Description of the task: Take each line of the records below that contains the string "roads" and copy it.

[Dataset entries]
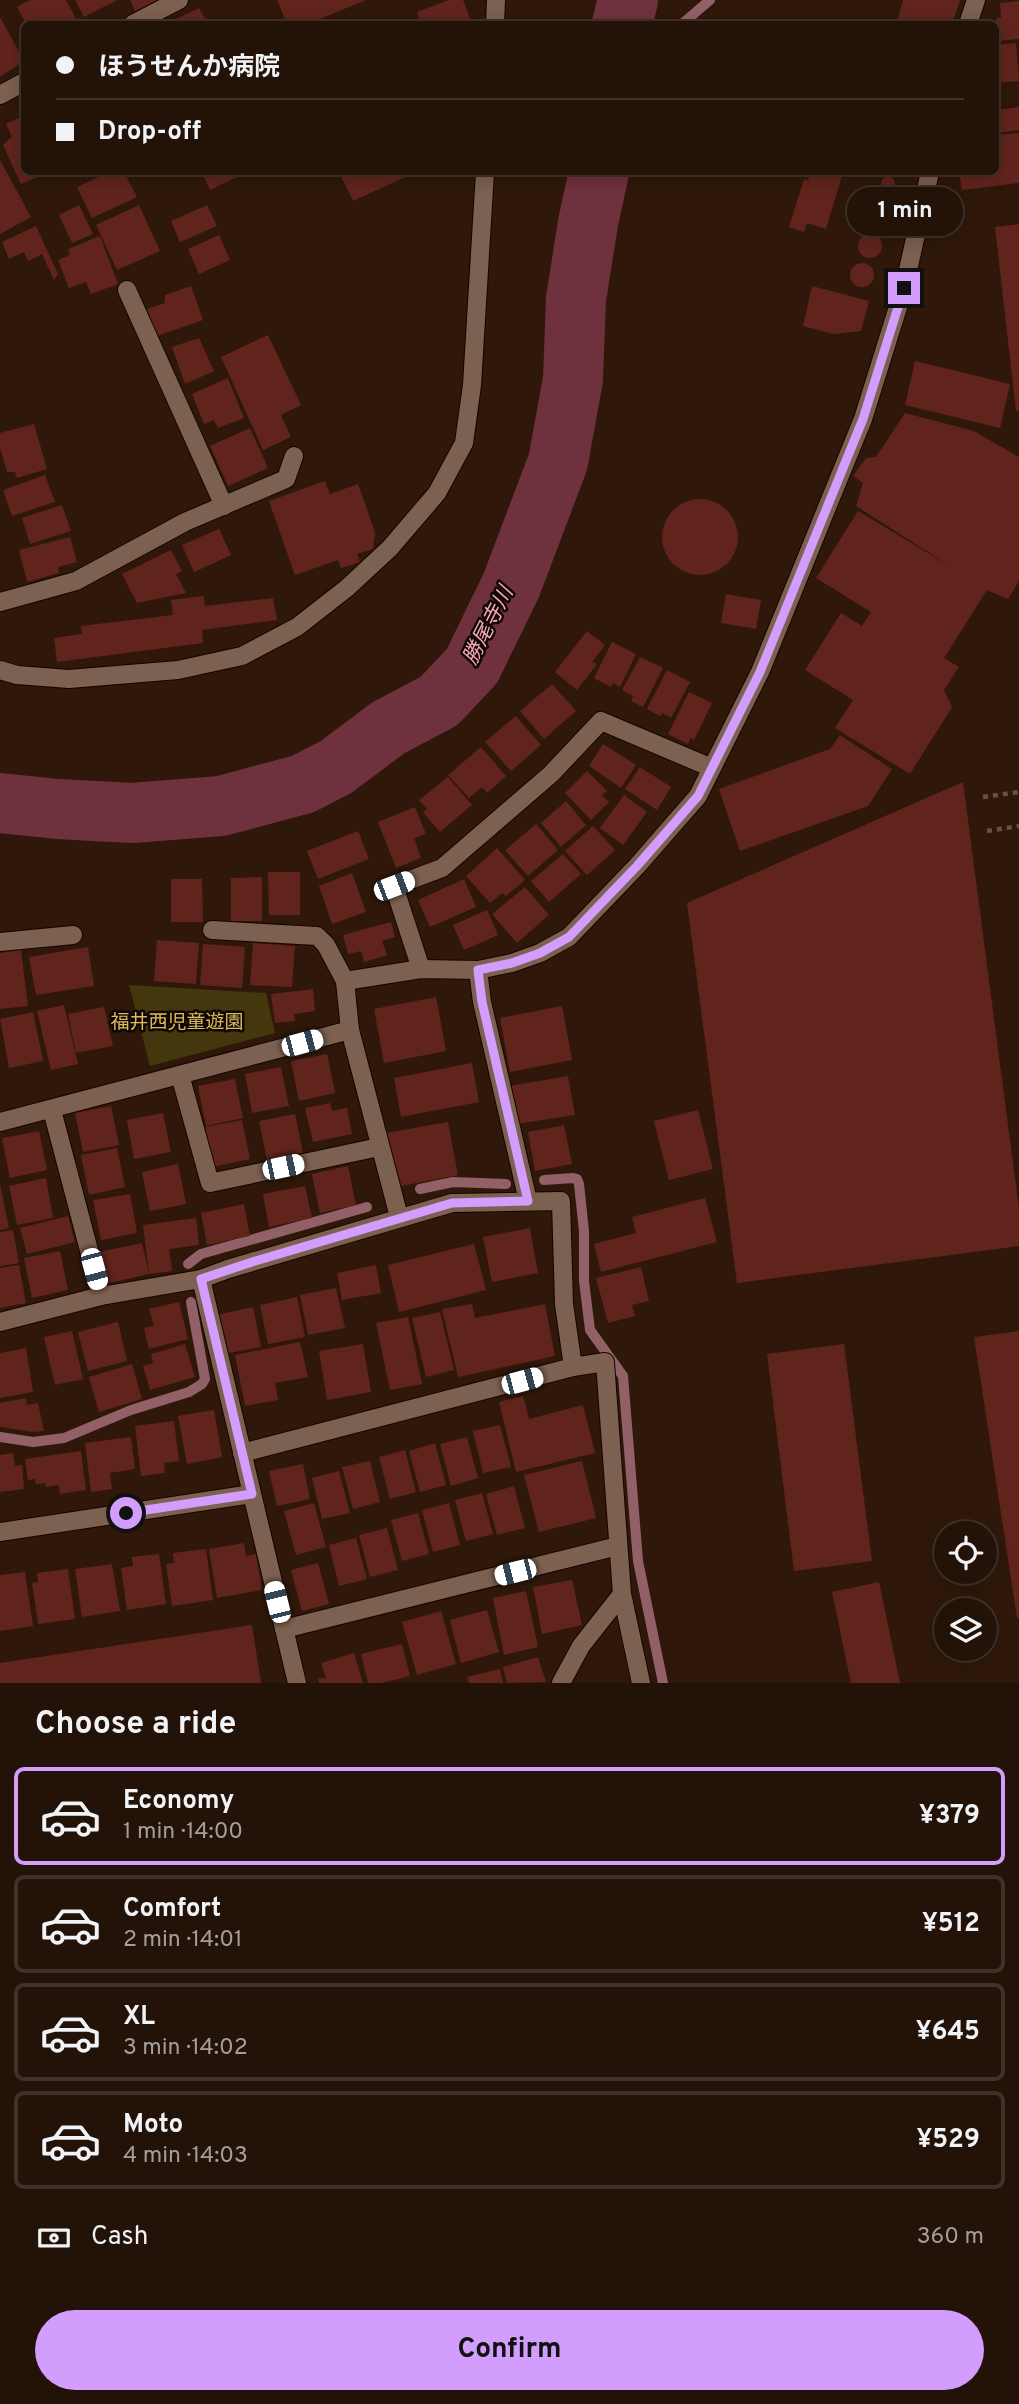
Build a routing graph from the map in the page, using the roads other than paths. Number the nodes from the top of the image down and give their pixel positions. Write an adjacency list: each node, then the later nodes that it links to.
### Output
1 (179, 0): 4 (street)
2 (496, 0): 5 (street)
3 (976, 0): 6 (street)
4 (139, 21)
5 (495, 21)
6 (969, 21)
7 (21, 84): 8 (street)
8 (0, 94)
9 (485, 175): 15 (street)
10 (929, 175): 16 (street)
11 (127, 290): 13 (street)
12 (294, 456): 13 (street)
13 (223, 506): 14 (street)
14 (1, 598)
15 (0, 670)
16 (712, 768): 20 (street); 21 (street)
17 (212, 930): 22 (street)
18 (73, 936): 19 (street)
19 (0, 942)
20 (421, 969): 21 (street); 22 (street)
21 (478, 970): 28 (street)
22 (345, 982): 23 (street)
23 (350, 1030): 24 (street); 27 (street)
24 (180, 1075): 25 (street); 27 (street)
25 (52, 1110): 26 (street); 31 (street)
26 (0, 1122)
27 (379, 1147): 29 (street)
28 (528, 1201): 29 (street); 33 (street)
29 (398, 1217): 30 (street)
30 (201, 1279): 31 (street); 34 (street)
31 (101, 1296): 32 (street)
32 (0, 1322)
33 (573, 1367): 34 (street); 37 (street)
34 (242, 1453): 35 (street)
35 (252, 1494): 36 (street); 39 (street)
36 (0, 1532)
37 (618, 1546): 38 (street); 39 (street)
38 (622, 1594): 41 (street); 42 (street)
39 (284, 1629): 40 (street)
40 (297, 1683)
41 (561, 1683)
42 (640, 1683)

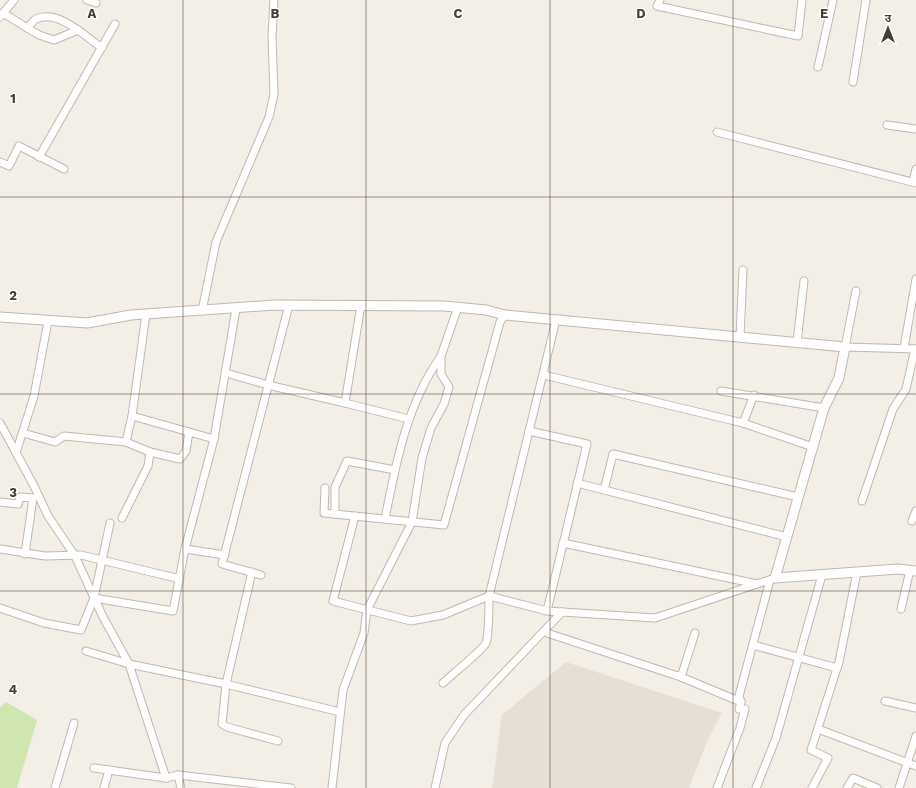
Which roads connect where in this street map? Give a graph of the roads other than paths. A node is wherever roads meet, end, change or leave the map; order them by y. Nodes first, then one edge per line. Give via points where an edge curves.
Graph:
1 (14, 0) edge
2 (87, 0) edge
3 (274, 0) edge
4 (660, 0) edge
5 (802, 0) edge
6 (832, 0) edge
7 (866, 0) edge
8 (96, 3) dead end
9 (2, 15) edge
10 (115, 24) dead end
11 (27, 28) junction
12 (78, 30) junction
13 (102, 48) junction
14 (818, 67) dead end
15 (853, 82) dead end
16 (888, 125) dead end
17 (916, 129) edge
18 (717, 132) dead end
19 (39, 157) junction
20 (0, 162) edge
21 (64, 169) dead end
22 (916, 169) edge
23 (914, 182) edge
24 (743, 270) dead end
25 (916, 279) edge
26 (804, 281) dead end
27 (856, 291) dead end
28 (289, 305) junction
29 (361, 305) junction
30 (458, 307) junction
31 (236, 309) junction
32 (202, 311) junction
33 (146, 314) junction
34 (505, 316) junction
35 (0, 317) edge
36 (556, 320) junction
37 (48, 321) junction
38 (740, 337) junction
39 (797, 342) junction
40 (845, 347) junction
41 (904, 348) junction
42 (916, 349) edge
43 (441, 356) junction
44 (226, 373) junction
45 (544, 375) junction
46 (268, 385) junction
47 (721, 391) dead end
48 (754, 396) junction
49 (345, 403) junction
50 (824, 408) junction
51 (132, 416) junction
52 (409, 420) junction
53 (0, 423) edge
54 (743, 423) junction
55 (529, 431) junction
56 (23, 432) junction
57 (189, 432) junction
58 (214, 439) junction
59 (126, 442) junction
60 (813, 448) junction
61 (150, 452) junction
62 (16, 453) junction
63 (395, 470) junction
64 (578, 483) junction
65 (34, 486) junction
66 (325, 488) dead end
67 (604, 490) junction
68 (33, 498) junction
69 (798, 498) junction
70 (862, 501) dead end
71 (0, 502) edge
72 (916, 511) edge
73 (335, 514) junction
74 (355, 516) junction
75 (122, 518) dead end
76 (385, 519) junction
77 (912, 521) dead end
78 (412, 522) junction
79 (110, 523) dead end
80 (787, 536) junction
81 (563, 543) junction
82 (0, 549) edge
83 (184, 549) junction
84 (25, 554) junction
85 (224, 555) junction
86 (75, 556) junction
87 (103, 560) junction
88 (913, 570) edge
89 (252, 572) junction
90 (856, 572) junction
91 (261, 575) dead end
92 (822, 575) junction
93 (180, 579) junction
94 (773, 579) junction
95 (757, 584) junction
96 (489, 596) junction
97 (94, 598) junction
98 (0, 608) edge
99 (901, 609) dead end
100 (367, 610) junction
101 (547, 611) junction
102 (562, 612) junction
103 (544, 632) junction
104 (695, 633) dead end
105 (753, 645) junction
106 (86, 651) dead end
107 (799, 658) junction
108 (129, 664) junction
109 (837, 668) junction
110 (681, 677) junction
111 (442, 683) dead end
112 (226, 684) junction
113 (885, 701) dead end
114 (741, 702) junction
115 (916, 708) edge
116 (340, 712) junction
117 (74, 724) dead end
118 (818, 729) junction
119 (916, 736) edge
120 (278, 741) dead end
121 (908, 764) junction
122 (916, 766) edge
123 (94, 768) dead end
124 (109, 770) junction
125 (178, 775) junction
126 (166, 778) junction
127 (257, 786) edge
128 (55, 788) edge
129 (104, 788) edge
130 (182, 788) edge
131 (291, 788) edge
132 (332, 788) edge
133 (435, 788) edge
134 (717, 788) edge
135 (756, 788) edge
136 (812, 788) edge
137 (847, 788) edge
138 (877, 788) edge
139 (899, 788) edge

1 - 9 street
2 - 8 street
3 - 32 street via 274,94 269,117 216,242
4 - 5 street via 657,6 798,36
6 - 14 street
7 - 15 street
9 - 11 street
10 - 13 street
11 - 12 street via 54,40
11 - 12 street via 34,20 47,17
12 - 13 street
13 - 19 street
16 - 17 street
18 - 23 street
19 - 20 street via 19,146 9,166
19 - 21 street
22 - 23 street
24 - 38 street
25 - 41 street
26 - 39 street
27 - 40 street
28 - 29 street
28 - 31 street
28 - 46 street
29 - 30 street
29 - 49 street
30 - 34 street via 486,310
30 - 43 street
31 - 32 street
31 - 44 street
32 - 33 street
33 - 37 street via 87,323
33 - 51 street
34 - 36 street
34 - 78 street via 500,322 444,525
35 - 37 street
36 - 38 street
36 - 45 street
37 - 56 street via 34,396
38 - 39 street
39 - 40 street
40 - 41 street
40 - 50 street via 839,378
41 - 42 street
42 - 70 street via 906,389 893,409
43 - 52 street via 430,372
43 - 78 street via 441,374 449,387 444,404 431,428 422,458
44 - 46 street
44 - 58 street
45 - 54 street
45 - 55 street
46 - 49 street
46 - 85 street
47 - 48 street
48 - 50 street
48 - 54 street
49 - 52 street
50 - 60 street
51 - 57 street
51 - 59 street
52 - 63 street
53 - 62 street
54 - 60 street
55 - 64 street via 587,444
55 - 96 street
56 - 59 street via 55,442 64,436
56 - 62 street
57 - 58 street
57 - 61 street via 186,451 180,459
58 - 83 street
59 - 61 street
60 - 69 street
61 - 75 street via 148,466
62 - 65 street
63 - 73 street via 347,461 335,487
63 - 76 street
64 - 67 street
64 - 81 street
65 - 68 street
65 - 86 street via 48,516
66 - 73 street via 324,513
67 - 69 street via 613,454
67 - 80 street
68 - 71 street via 20,497 18,504
68 - 84 street
69 - 80 street
72 - 77 street
73 - 74 street
74 - 76 street
74 - 100 street via 333,601
76 - 78 street
78 - 100 street
79 - 87 street
80 - 94 street
81 - 95 street
81 - 101 street
82 - 84 street
83 - 85 street
83 - 93 street
84 - 86 street
85 - 89 street via 222,564
86 - 87 street
86 - 97 street
87 - 93 street
87 - 97 street
88 - 90 street
88 - 99 street
89 - 91 street
89 - 112 street
90 - 92 street
90 - 109 street
92 - 94 street
92 - 107 street
93 - 97 street via 173,611
94 - 95 street
94 - 105 street
95 - 102 street via 655,618
96 - 100 street via 442,615 411,621
96 - 101 street
96 - 111 street via 486,643
97 - 98 street via 82,630 44,623
97 - 108 street
100 - 116 street via 364,633 343,690
101 - 102 street
102 - 103 street
103 - 110 street
103 - 133 street via 464,715 452,732 445,743
104 - 110 street
105 - 107 street
105 - 114 street via 739,696
106 - 108 street
107 - 109 street
107 - 135 street via 776,738
108 - 112 street
108 - 126 street
109 - 118 street
110 - 114 street
112 - 116 street
112 - 120 street via 222,724
113 - 115 street
114 - 134 street via 739,709 745,709 740,728
116 - 132 street
117 - 128 street
118 - 121 street
118 - 136 street via 811,750 828,758
119 - 121 street
121 - 122 street
121 - 139 street
123 - 124 street
124 - 126 street
124 - 129 street
125 - 126 street
125 - 127 street
125 - 130 street
127 - 131 street
137 - 138 street via 853,778

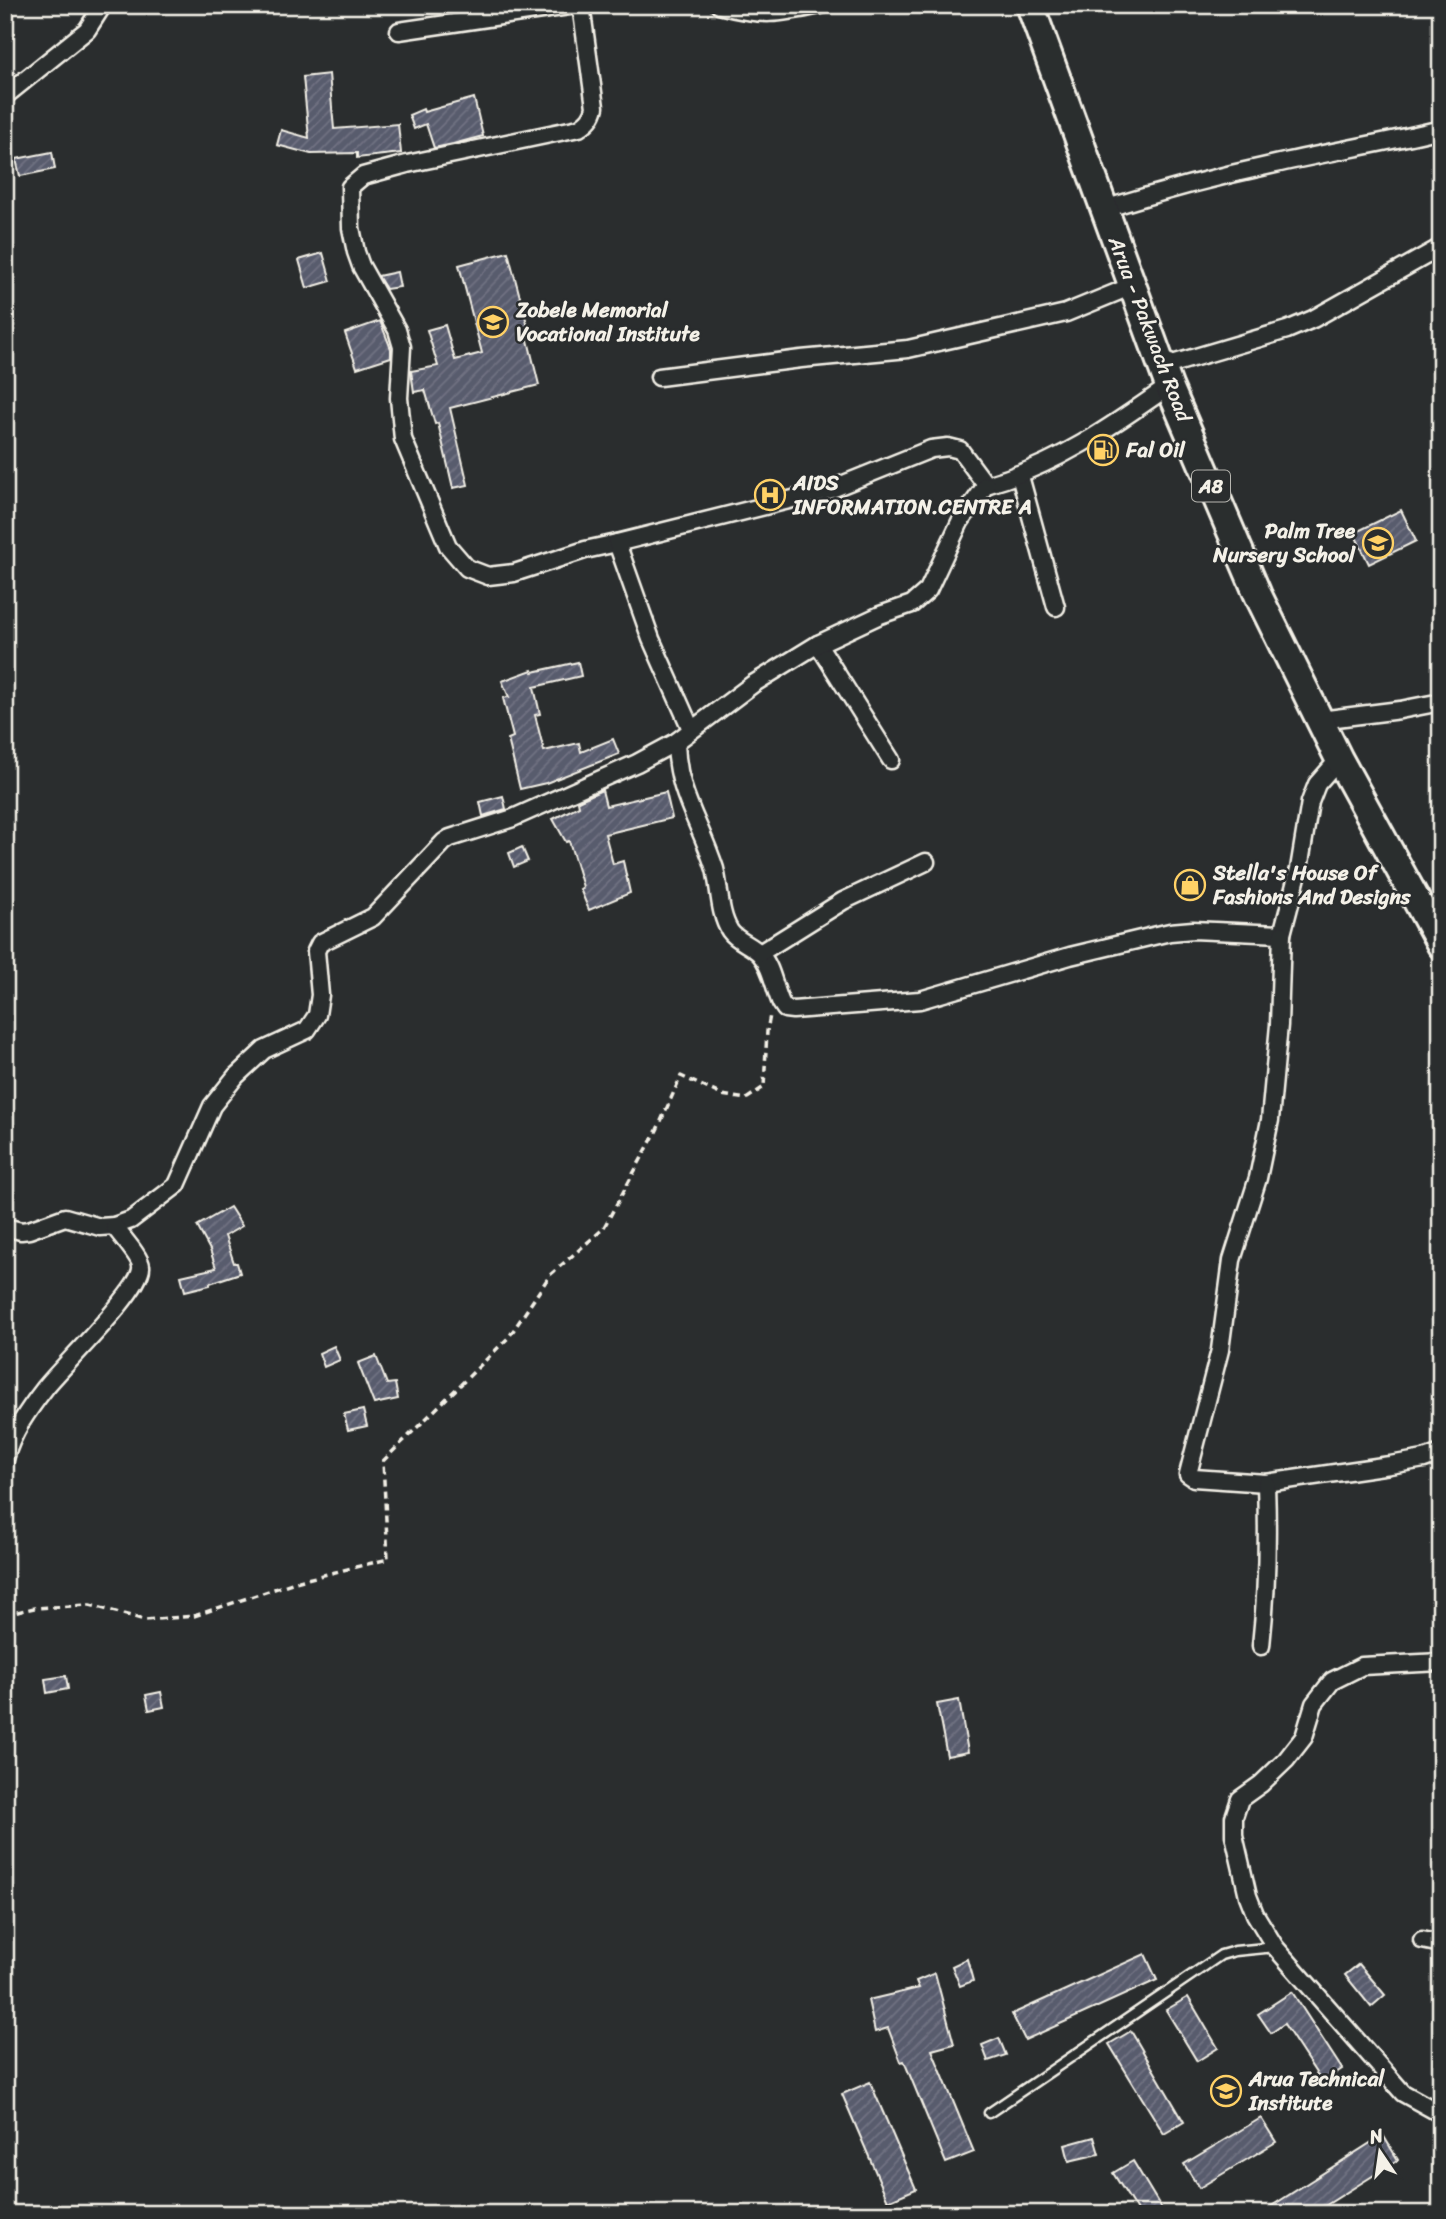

Exercise result:
Build a routing graph from the map in the page, using the roads other than paths. Number the nodes from the top of the image down and give their pixel positions. Write an adjacency list: each node, then the later nodes that it links to.
Which roads connect where in this street map? Give a graph of the roads other than paths. A node is wherever roads meet, end, change or leave the map; order them by y. Nodes first, then one edge per line. Give via points where an edge curves.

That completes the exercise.